→ What you should do
Your answer should hold all lines of the entries that include the word "wherever".

►

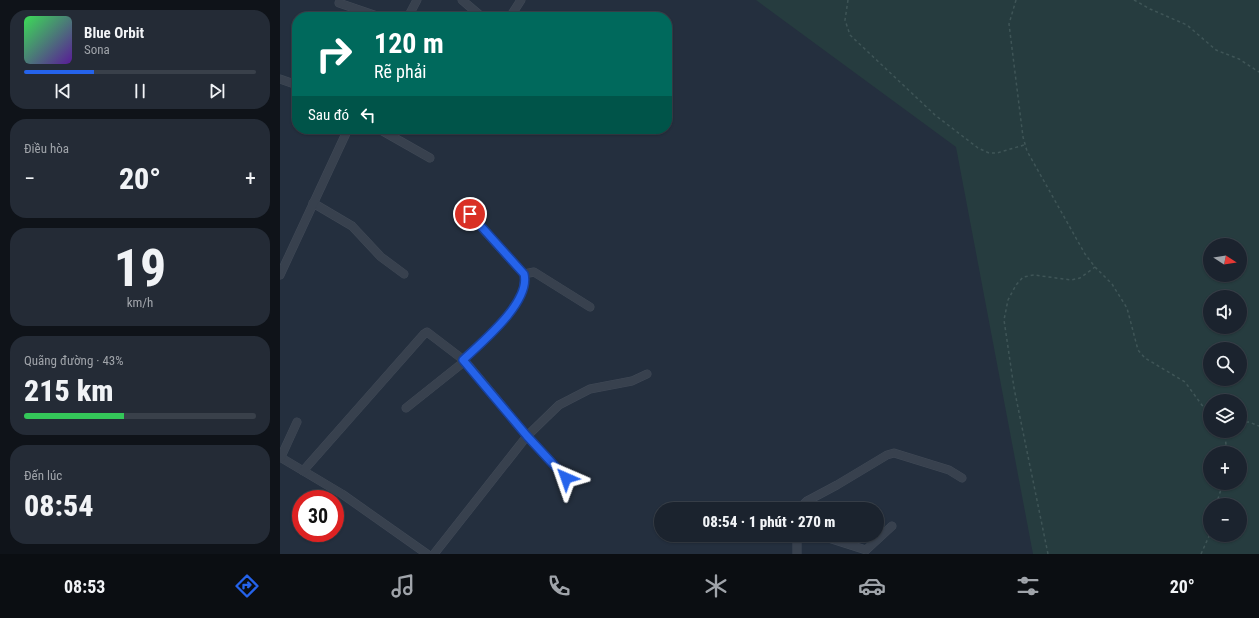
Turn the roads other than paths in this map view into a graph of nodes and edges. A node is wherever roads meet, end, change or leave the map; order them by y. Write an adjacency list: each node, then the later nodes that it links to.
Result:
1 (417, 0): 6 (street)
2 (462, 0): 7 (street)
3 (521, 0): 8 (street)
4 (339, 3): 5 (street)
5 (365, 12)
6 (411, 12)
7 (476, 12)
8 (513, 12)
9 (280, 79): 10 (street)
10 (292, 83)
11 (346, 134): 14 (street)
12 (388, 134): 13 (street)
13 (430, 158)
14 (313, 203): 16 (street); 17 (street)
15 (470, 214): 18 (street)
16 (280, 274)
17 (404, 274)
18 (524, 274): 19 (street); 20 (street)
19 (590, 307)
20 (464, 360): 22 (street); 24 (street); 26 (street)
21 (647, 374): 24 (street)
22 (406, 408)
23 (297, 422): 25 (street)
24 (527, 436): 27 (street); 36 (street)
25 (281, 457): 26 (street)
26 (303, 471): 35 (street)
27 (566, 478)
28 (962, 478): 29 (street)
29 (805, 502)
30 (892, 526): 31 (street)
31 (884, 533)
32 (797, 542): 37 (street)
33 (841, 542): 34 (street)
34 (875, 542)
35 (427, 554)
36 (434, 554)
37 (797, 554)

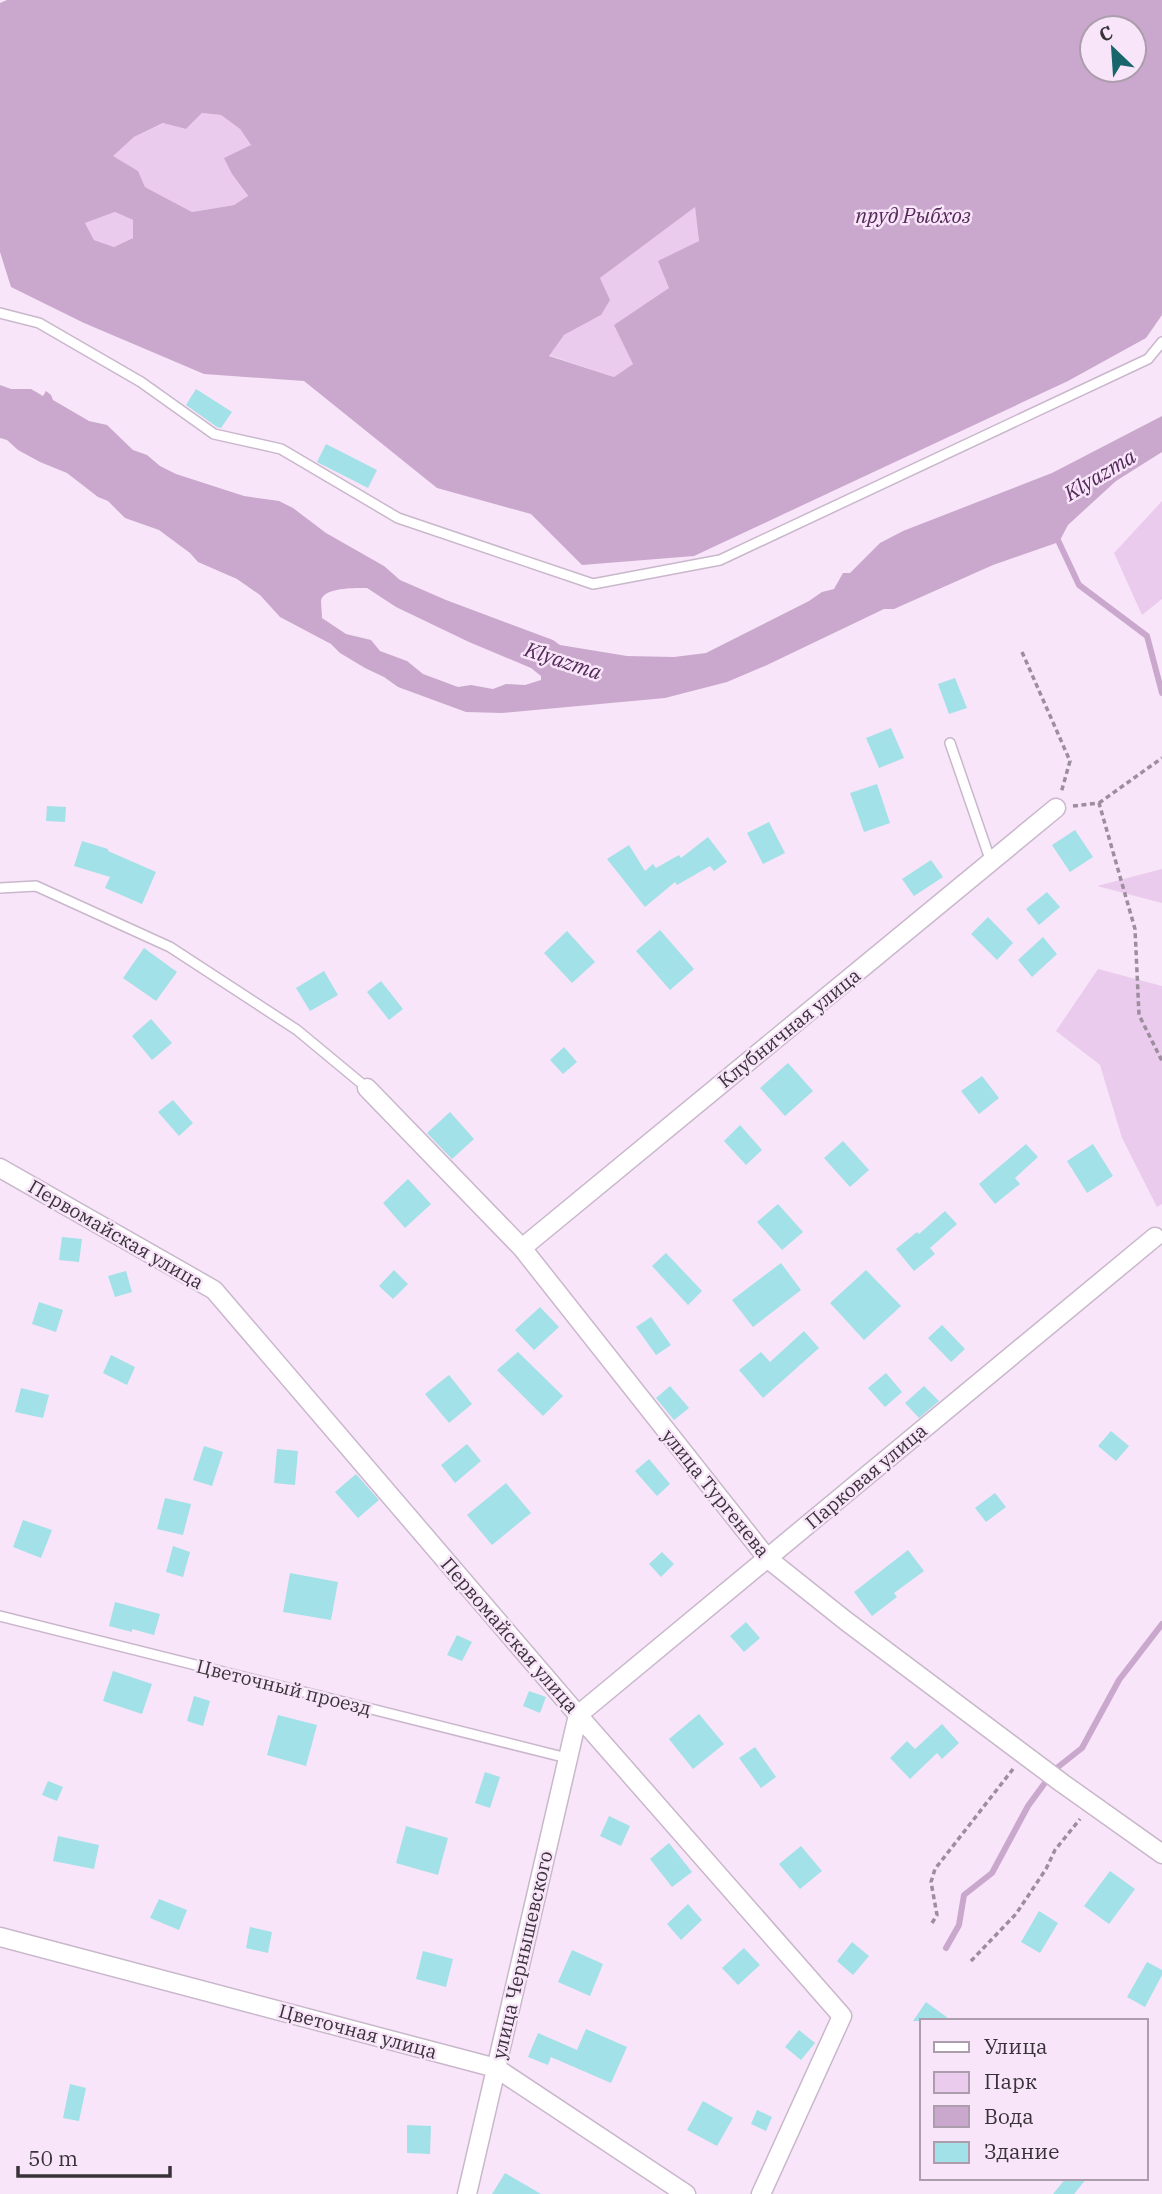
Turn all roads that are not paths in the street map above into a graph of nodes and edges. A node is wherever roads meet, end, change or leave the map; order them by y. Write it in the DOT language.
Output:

◄
►

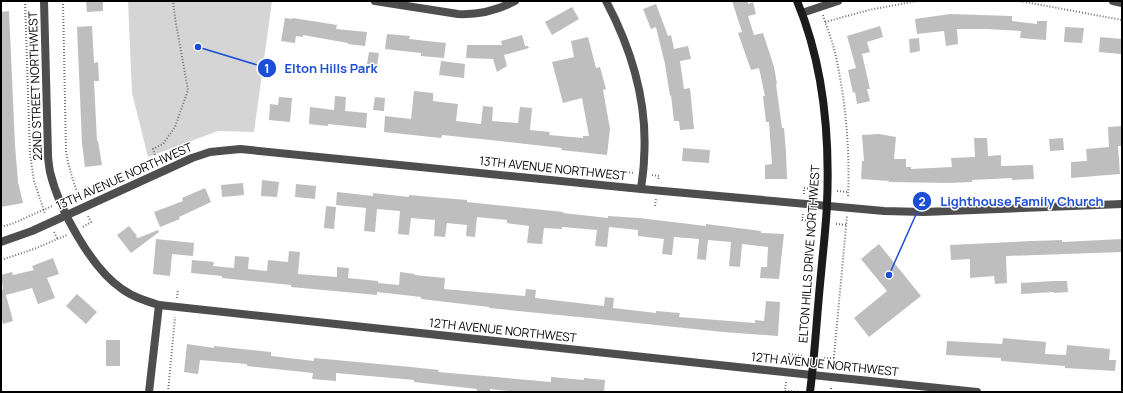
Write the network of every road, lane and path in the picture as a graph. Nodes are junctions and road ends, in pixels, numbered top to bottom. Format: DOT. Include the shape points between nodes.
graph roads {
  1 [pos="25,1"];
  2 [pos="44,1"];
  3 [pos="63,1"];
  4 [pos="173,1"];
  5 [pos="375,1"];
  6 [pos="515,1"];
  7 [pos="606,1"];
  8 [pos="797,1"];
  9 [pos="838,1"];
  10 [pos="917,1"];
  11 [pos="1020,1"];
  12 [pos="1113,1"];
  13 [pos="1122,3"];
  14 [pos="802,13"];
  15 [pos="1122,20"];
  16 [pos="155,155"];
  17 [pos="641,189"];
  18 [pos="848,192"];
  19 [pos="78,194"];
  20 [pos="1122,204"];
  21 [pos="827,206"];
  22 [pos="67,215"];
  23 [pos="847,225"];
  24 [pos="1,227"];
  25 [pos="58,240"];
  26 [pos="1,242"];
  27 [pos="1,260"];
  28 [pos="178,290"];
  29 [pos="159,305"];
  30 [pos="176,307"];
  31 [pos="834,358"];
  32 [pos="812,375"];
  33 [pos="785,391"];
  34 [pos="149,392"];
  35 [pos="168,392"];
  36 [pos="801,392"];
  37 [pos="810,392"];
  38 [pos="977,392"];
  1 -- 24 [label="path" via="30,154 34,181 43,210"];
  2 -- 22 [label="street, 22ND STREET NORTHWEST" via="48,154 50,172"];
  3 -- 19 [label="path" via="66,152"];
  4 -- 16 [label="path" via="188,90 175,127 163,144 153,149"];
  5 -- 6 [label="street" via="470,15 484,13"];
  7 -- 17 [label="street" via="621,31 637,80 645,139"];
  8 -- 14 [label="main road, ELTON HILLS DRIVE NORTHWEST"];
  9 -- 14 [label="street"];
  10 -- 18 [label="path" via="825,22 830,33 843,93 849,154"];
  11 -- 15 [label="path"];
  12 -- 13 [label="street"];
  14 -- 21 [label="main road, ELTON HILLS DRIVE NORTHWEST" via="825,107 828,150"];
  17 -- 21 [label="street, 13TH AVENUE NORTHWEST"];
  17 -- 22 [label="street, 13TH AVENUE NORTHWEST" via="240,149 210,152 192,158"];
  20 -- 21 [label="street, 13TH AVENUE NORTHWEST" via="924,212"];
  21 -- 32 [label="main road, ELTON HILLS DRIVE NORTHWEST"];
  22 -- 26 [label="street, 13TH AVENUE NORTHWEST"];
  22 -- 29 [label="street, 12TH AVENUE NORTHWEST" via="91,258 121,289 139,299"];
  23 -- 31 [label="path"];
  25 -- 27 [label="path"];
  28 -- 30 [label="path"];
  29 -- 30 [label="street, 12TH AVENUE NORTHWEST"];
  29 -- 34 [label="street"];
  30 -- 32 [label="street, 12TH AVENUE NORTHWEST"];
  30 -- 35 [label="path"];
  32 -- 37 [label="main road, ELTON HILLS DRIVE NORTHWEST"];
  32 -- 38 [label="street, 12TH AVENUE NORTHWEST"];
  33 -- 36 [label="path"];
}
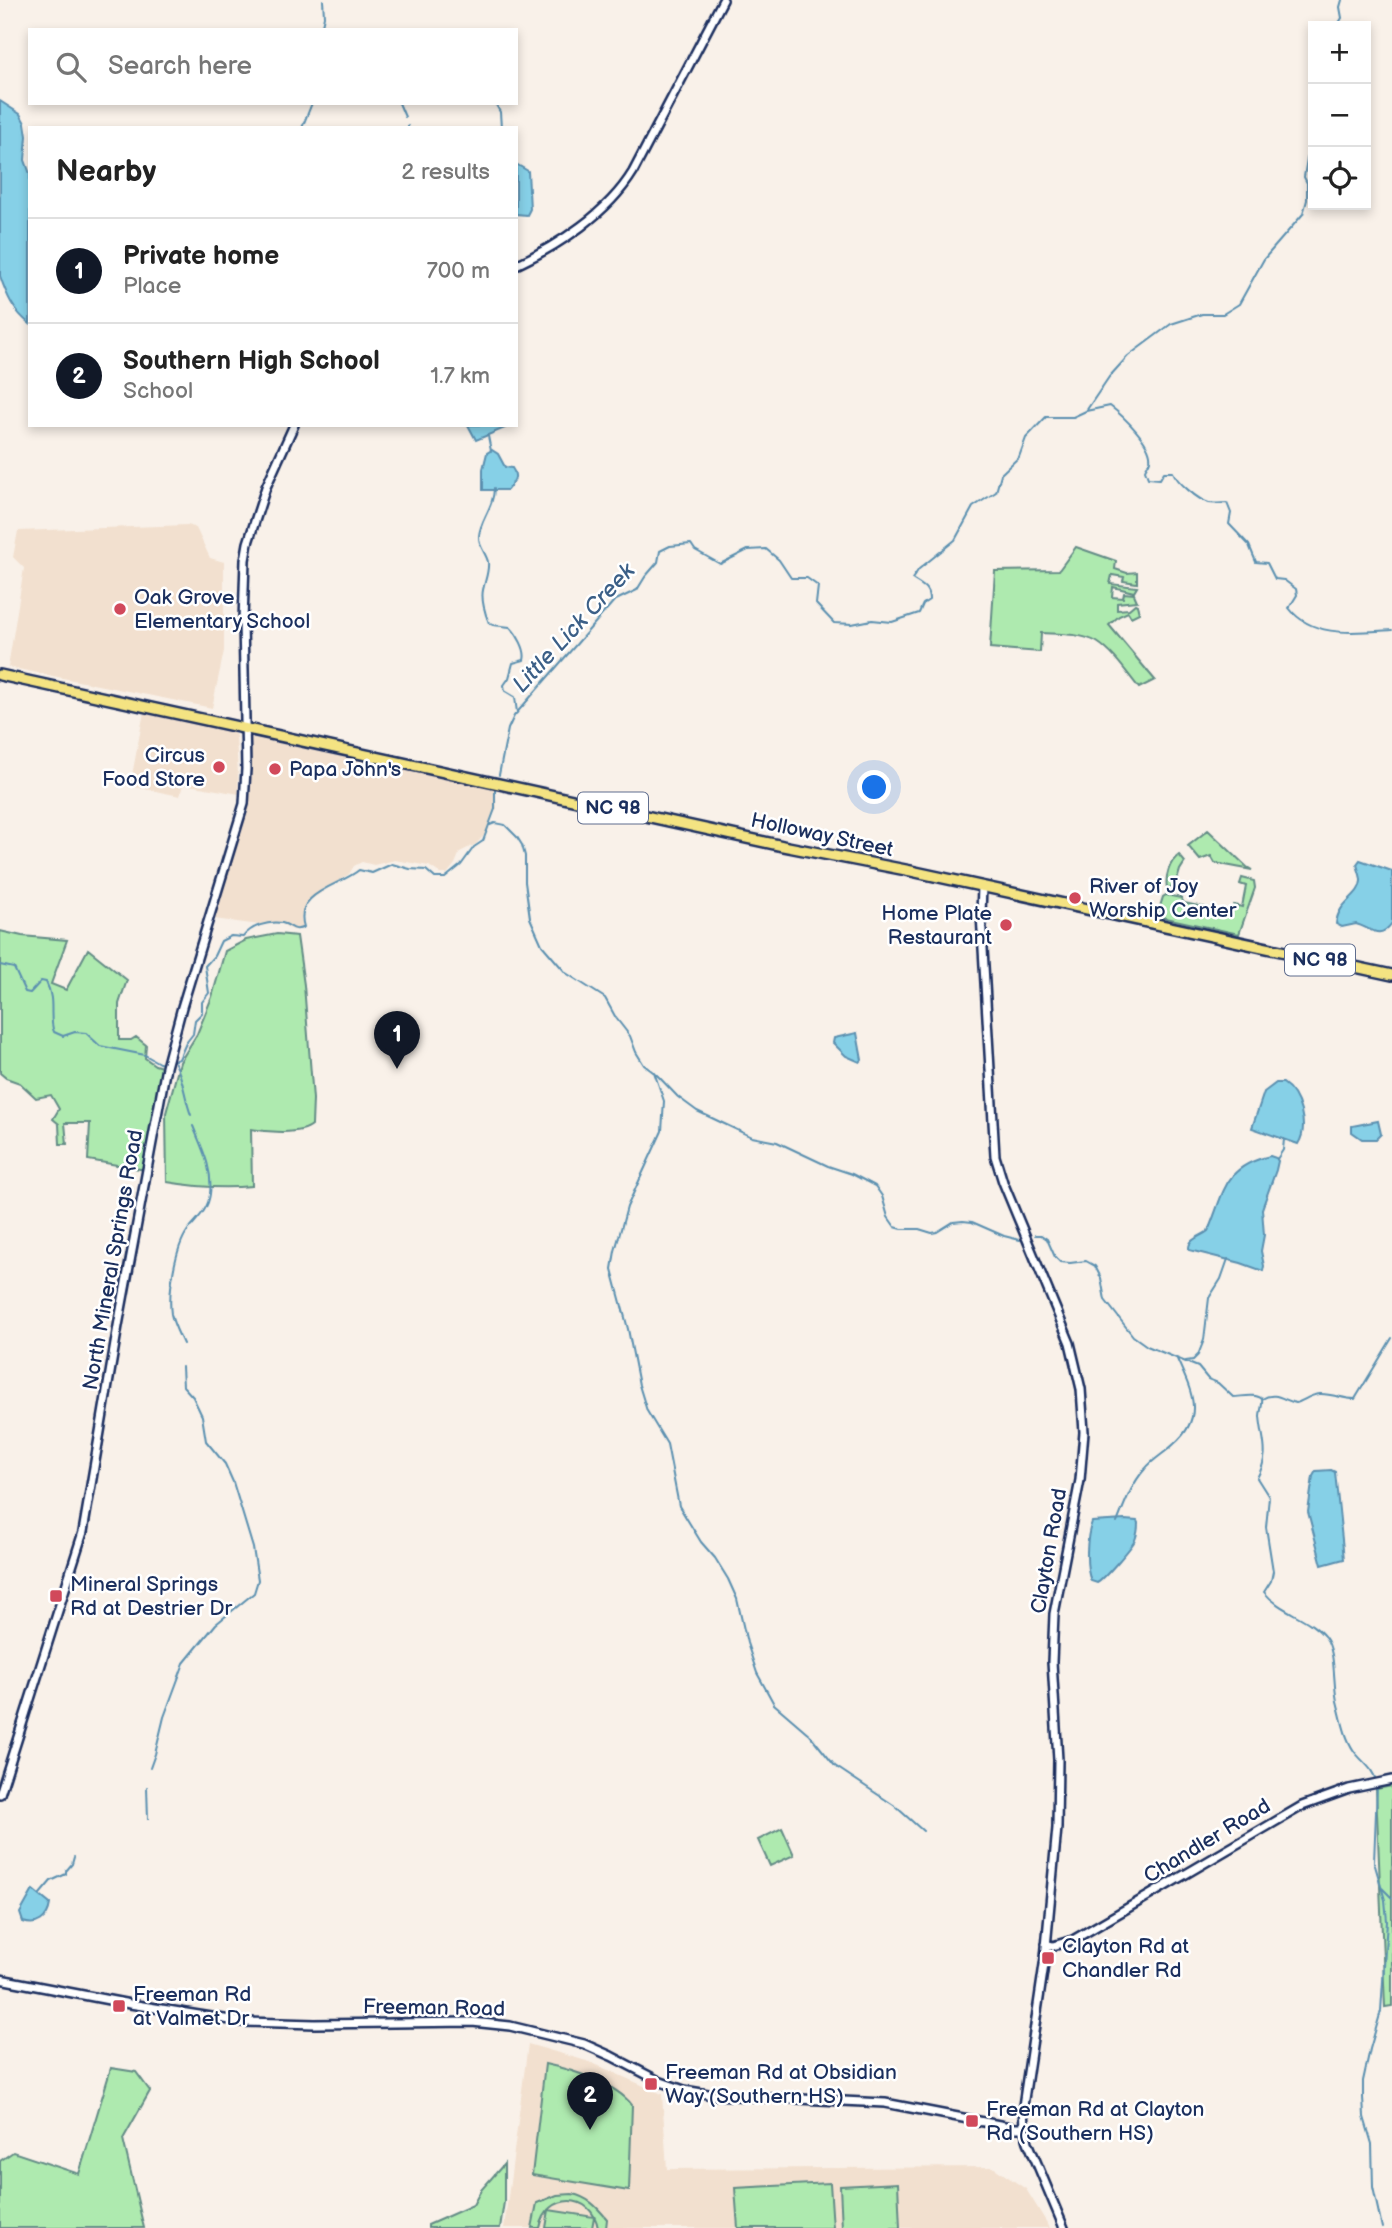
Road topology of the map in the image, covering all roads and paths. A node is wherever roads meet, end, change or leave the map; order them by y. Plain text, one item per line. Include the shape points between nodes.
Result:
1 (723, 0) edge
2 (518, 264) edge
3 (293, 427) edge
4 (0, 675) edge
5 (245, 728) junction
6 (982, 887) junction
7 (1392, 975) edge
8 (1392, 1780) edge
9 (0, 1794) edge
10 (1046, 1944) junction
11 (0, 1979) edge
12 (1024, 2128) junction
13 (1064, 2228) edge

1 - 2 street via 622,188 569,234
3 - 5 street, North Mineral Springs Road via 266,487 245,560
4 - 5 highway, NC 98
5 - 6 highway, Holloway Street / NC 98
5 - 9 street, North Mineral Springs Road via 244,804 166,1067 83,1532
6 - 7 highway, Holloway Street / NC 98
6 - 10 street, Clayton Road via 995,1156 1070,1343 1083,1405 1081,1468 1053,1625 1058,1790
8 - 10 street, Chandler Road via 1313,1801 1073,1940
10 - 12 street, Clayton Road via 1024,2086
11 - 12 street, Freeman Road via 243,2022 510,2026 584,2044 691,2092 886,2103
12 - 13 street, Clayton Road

◄

→ Written answer
Turn the roads other than paths in this map view into a graph of nodes and edges. A node is wherever roads meet, end, change or leave the map; order them by y. Write an adjacency list: each node, then the later nodes that it links to.
Turn all roads that are not paths in the street map above into a graph of nodes and edges. A node is wherever roads meet, end, change or leave the map; order them by y. Write it in the DOT language.
Road topology of the map in the image, covering all roads and paths. A node is wherever roads meet, end, change or leave the map; order them by y. Plain text, one item per line. Include the shape points between nodes.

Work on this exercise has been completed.